The cold wind from the swan will be remembered for a lifetime. Justin Langer, with the wind at his back, hit Shoaib Akhtar with intent to his crease as he raced to bowl. Norman Cowens lost his helmet trying to avoid Dennis Lillee’s bouncer in the 1982-83 Ashes Test. Jon Snow gave hell to Australia’s battles. The unplayable, impossible Wasim Akram jumper that almost took David Boon’s head off? It happened here.
One of Australia’s newer venues, the WACA, has come and gone from our collective memory just like that. No one could have predicted this death, especially not after it became the third place to install floodlights after Melbourne and Sydney. It was never very comfortable for spectators, providing very little shade from the intense sunlight. But even when it was worn down, it had character.
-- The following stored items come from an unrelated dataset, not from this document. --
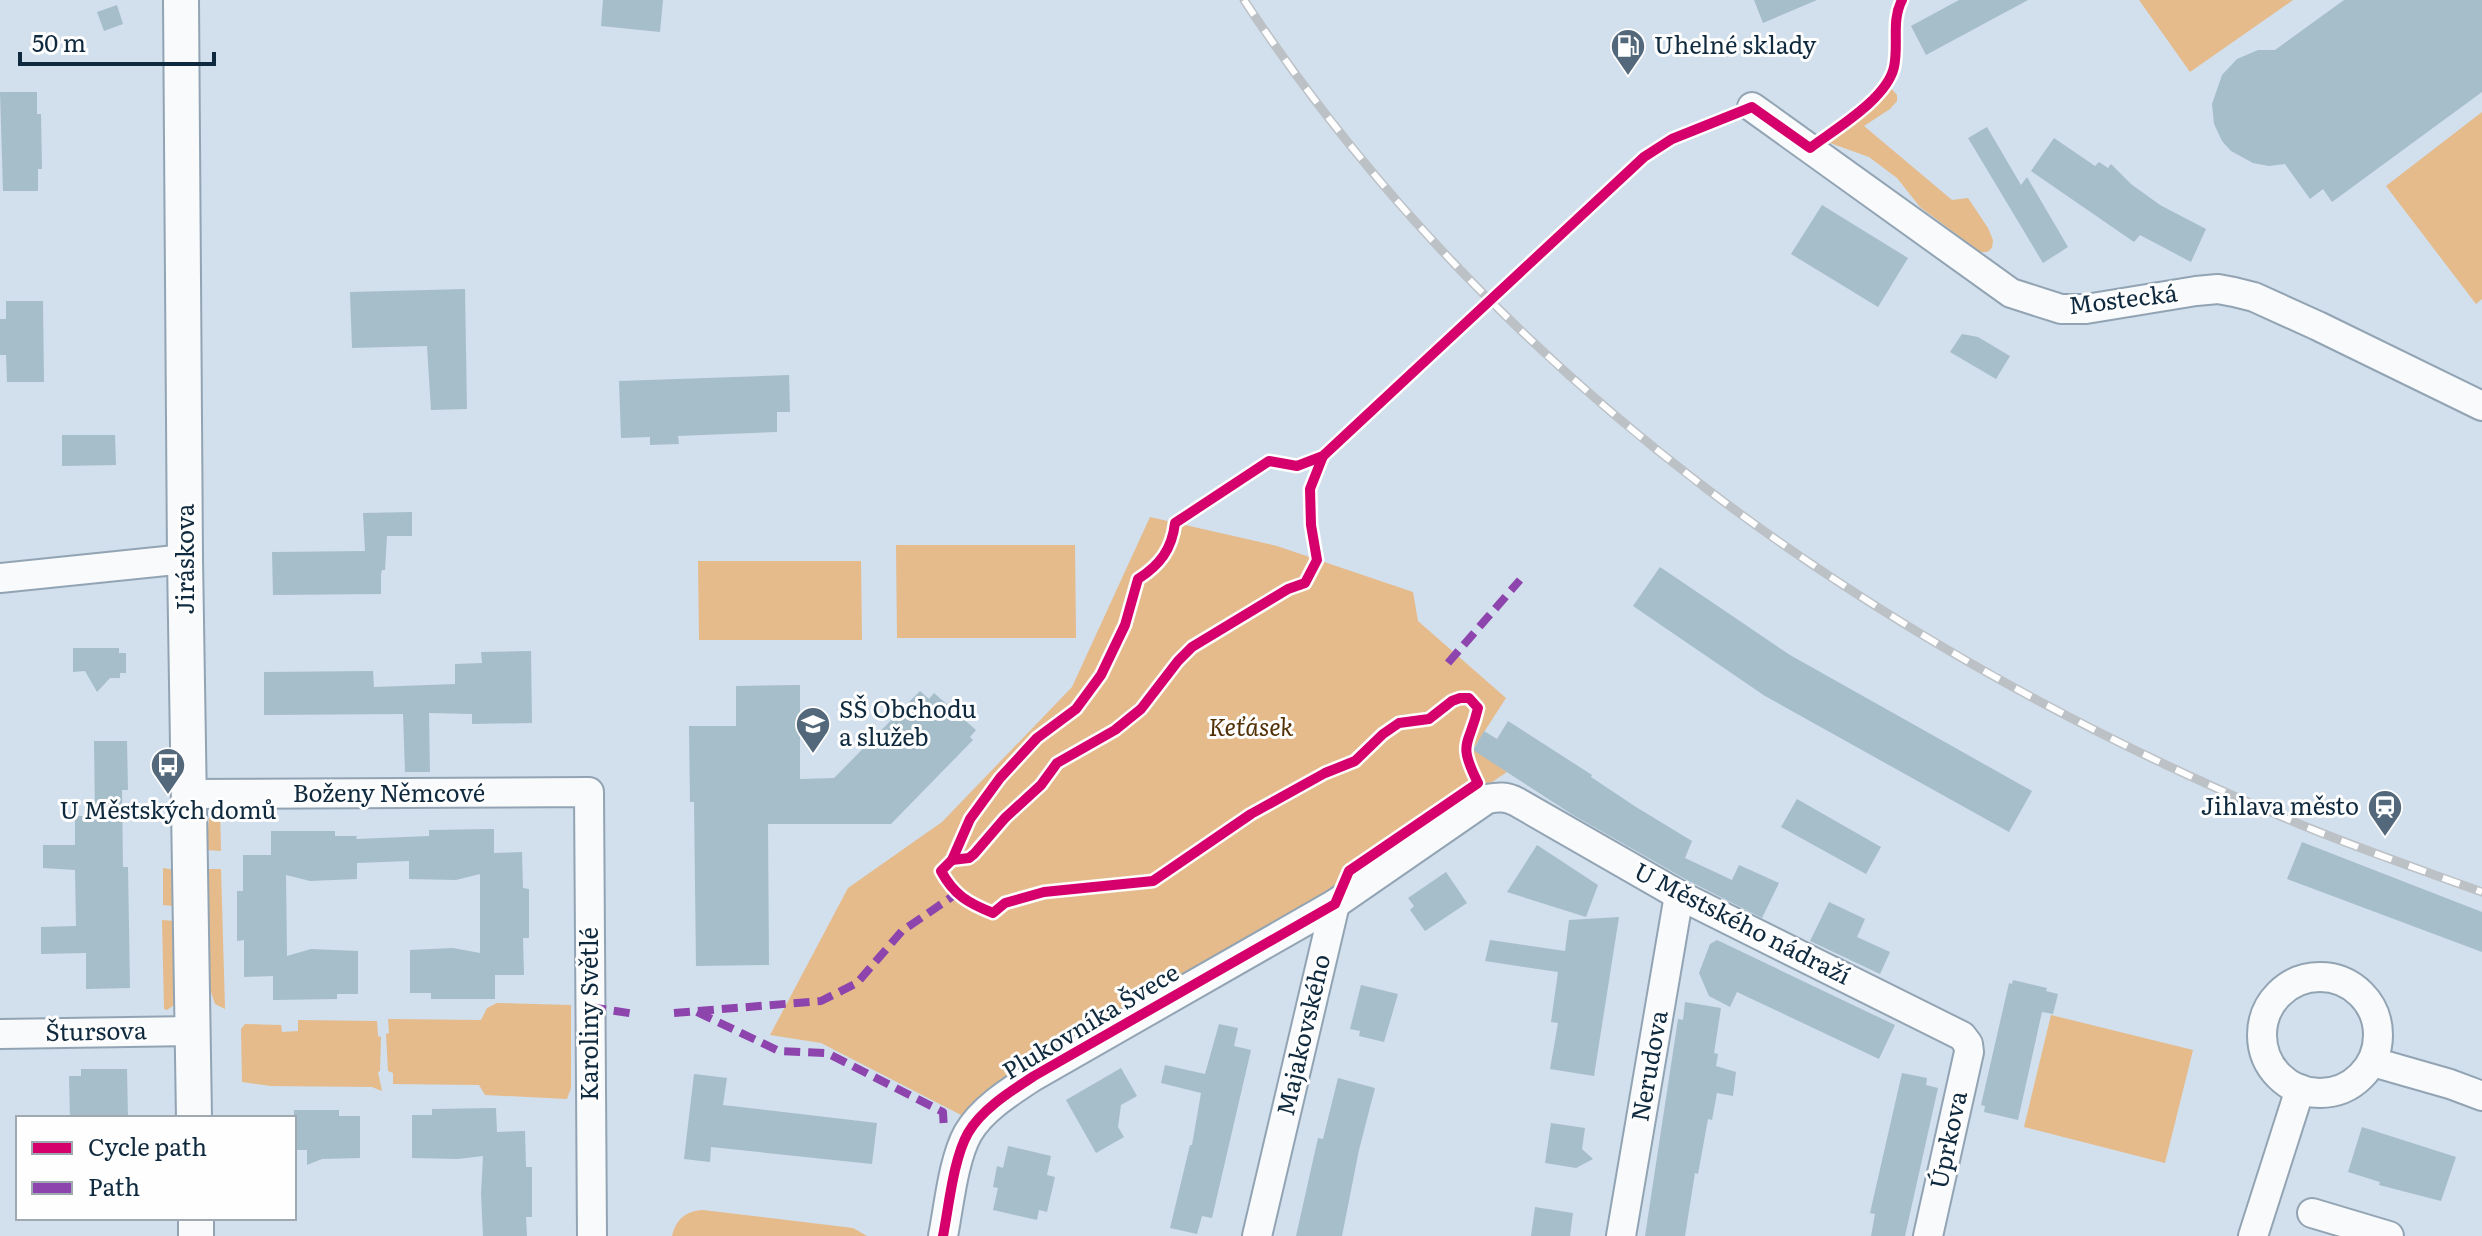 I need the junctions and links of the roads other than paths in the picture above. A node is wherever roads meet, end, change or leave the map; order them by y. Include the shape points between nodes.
1 (181, 0) edge
2 (1752, 107) dead end
3 (2482, 406) edge
4 (185, 559) junction
5 (0, 578) edge
6 (589, 792) joint
7 (189, 794) junction
8 (1679, 895) junction
9 (1335, 904) junction
10 (193, 1031) junction
11 (0, 1034) edge
12 (1968, 1044) joint
13 (2376, 1052) junction
14 (2300, 1089) junction
15 (2482, 1096) edge
16 (194, 1116) edge
17 (2312, 1213) dead end
18 (592, 1236) edge
19 (943, 1236) edge
20 (1257, 1236) edge
21 (1621, 1236) edge
22 (1928, 1236) edge
23 (2253, 1236) edge
24 (2389, 1236) edge

1 - 4 main road, Jiráskova
2 - 3 street, Mostecká via 2011,293 2061,309 2086,309 2196,291 2234,292 2318,326
4 - 5 street
4 - 7 main road, Jiráskova
6 - 7 street, Boženy Němcové
6 - 18 street, Karoliny Světlé
7 - 10 main road, Jiráskova
8 - 9 street, U Městského nádraží via 1509,797 1487,799
8 - 12 street, U Městského nádraží via 1950,1030
8 - 21 street, Nerudova
9 - 19 street, Plukovníka Švece via 1034,1076 991,1107 968,1133
9 - 20 street, Majakovského
10 - 11 street, Štursova
10 - 16 main road, Jiráskova
12 - 22 street, Úprkova
13 - 14 street via 2361,1078 2345,1088 2326,1094
13 - 14 street via 2378,1024 2359,991 2323,976 2286,986 2264,1017 2261,1037 2274,1072
13 - 15 street
14 - 23 street
17 - 24 street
The height of the game was fast, and the afternoon was faster when the sun went down in Western Australia. Until the doctor comes.
Now only stories remain. A picture of Lilly on the wall near the main entrance is a reminder of its glorious past. Like the Truman Entrance and the giant scoreboard. Geoff Marsh, Wood, Langer, Inverarity, Hughes, Shepherd, Moody, Yardley, Mackenzie, Lilly, Rod Marsh, Alderman – these names are still proudly mentioned. Standing under the scoreboard, he wondered what it would be like for a fan to watch cricket from there.
Michael Holding scored 76 against Australia in 1984, Glenn McGrath took 8/24 against Pakistan in 2004, Curtley Ambrose took 7/25 against Australia – here are the reels. It was not Australia’s favorite place. It was the mainstay of fast bowlers.